El accidente, la confesión y sus romances lo empujaron al ojo de la tormenta mediática el último año. Poco pudo hacer para recuperar el bajo perfil que cultivaba cuando se apagaban las luces del escenario. Sin embargo, sostiene que nunca va "a renegar de los medios", sino que está convencido de que es "uno mismo el que decide hasta dónde mostrar". 

—¿Sufriste todo lo que se dijo sobre tu accidente? 

—Yo no; espero que no lo hayan sufrido mi mamá ni mi tía Alba Cristina, que es uruguaya. A veces uno tiene mejores noticias que otras para dar. ¿Qué voy a hacer? Es un juego, y uno puede tener repercusiones negativas, o la información minuto a minuto puede hacer que algún medio pueda equivocarse. No me voy a quejar de la mano que me ha dado de comer. 

—¿Fue difícil volver a subir al escenario después de lo que pasó? 

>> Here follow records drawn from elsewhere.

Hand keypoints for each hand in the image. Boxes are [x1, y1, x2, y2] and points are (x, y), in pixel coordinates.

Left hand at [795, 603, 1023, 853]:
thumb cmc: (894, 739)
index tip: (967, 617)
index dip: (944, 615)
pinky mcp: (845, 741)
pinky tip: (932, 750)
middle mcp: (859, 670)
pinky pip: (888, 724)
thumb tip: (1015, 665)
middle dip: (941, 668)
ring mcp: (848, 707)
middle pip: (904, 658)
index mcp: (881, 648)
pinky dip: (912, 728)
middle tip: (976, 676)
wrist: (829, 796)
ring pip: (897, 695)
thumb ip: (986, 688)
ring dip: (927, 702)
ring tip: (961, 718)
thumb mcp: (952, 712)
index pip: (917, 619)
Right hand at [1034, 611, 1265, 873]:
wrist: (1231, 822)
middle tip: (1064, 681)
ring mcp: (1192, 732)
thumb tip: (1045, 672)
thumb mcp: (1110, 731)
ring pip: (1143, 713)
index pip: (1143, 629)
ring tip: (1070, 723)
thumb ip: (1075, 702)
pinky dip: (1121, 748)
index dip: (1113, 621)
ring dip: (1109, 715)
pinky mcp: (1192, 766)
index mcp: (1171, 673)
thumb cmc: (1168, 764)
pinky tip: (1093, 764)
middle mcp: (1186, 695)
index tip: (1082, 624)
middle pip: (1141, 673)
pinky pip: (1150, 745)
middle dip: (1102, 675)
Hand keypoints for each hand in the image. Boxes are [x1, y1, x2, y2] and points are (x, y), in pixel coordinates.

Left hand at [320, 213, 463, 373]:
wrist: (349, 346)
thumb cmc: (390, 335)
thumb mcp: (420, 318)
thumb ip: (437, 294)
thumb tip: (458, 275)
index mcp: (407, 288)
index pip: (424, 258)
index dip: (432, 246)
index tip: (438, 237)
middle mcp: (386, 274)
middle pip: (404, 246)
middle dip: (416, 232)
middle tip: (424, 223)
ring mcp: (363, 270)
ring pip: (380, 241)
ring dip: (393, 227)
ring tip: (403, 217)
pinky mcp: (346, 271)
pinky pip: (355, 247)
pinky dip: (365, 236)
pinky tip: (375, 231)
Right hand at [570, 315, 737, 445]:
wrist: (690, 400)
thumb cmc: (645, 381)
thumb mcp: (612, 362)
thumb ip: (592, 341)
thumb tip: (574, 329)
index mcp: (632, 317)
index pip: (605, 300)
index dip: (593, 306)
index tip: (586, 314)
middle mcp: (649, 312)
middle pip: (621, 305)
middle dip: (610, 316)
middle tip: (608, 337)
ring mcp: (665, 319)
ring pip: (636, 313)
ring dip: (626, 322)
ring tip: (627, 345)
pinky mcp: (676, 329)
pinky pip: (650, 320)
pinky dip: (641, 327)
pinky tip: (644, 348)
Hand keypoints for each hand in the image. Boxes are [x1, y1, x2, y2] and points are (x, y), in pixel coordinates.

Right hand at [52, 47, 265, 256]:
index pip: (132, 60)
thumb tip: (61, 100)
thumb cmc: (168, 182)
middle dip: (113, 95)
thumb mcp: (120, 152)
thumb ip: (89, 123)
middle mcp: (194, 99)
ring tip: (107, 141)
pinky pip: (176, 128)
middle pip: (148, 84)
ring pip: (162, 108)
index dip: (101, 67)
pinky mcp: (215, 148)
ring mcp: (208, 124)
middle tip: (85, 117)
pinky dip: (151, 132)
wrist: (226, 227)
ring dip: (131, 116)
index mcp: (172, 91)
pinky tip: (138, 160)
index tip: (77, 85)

—No específicamente subirme a un escenario, pero sí hubo situaciones que me dieron vergüenza o en las que no la pasaba muy bien. Fue una tragedia que lastimó a mucha gente. Uno tiene familia, gente que se preocupa por uno, y yo no quiero que la gente sufra. 

—¿Te costó presentarte en el programa de Lanata tras el accidente, donde asumiste tu adicción? 

—Sí, me costó. Pero Tan Biónica llegó al corazón de la gente gracias a los medios, y los medios me pedían muchas explicaciones. Yo las tenía que dar. 

—Se te vio en Punta del Este junto a una morocha a la que ciertos portales definieron como tu novia. ¿Estás en pareja? 

—No, no estoy de novio. Sí conozco a una chica con la que vine a pasar unos días a Punta del Este. Pero no es mi novia. 

—Para cerrar, ¿cómo te caía ver a Mauricio Macri bailando tu tema Ciudad Mágica en sus festejos electorales? 

—Bien. La música es una expresión de libertad y nuestras canciones están para quien quiera escucharlas y bailarlas. También me gusta que haya cambiado algo de la vieja política. Prefiero pensar que son tipos que están laburando y haciendo cosas que dando un discurso altruista y dogmático. Le tengo fe. Están pasando cosas lindas y los argentinos están felices.

SABER MÁS

Horas mágicas en Montevideo

Además de Chano, Tan Biónica está integrada por Seby Seoane, Diega Lichtenstein y su hermano Bambi Moreno Charpentier. Para este año, la banda planea lanzar un disco en vivo que incluya temas realizados en el Velódromo de Montevideo.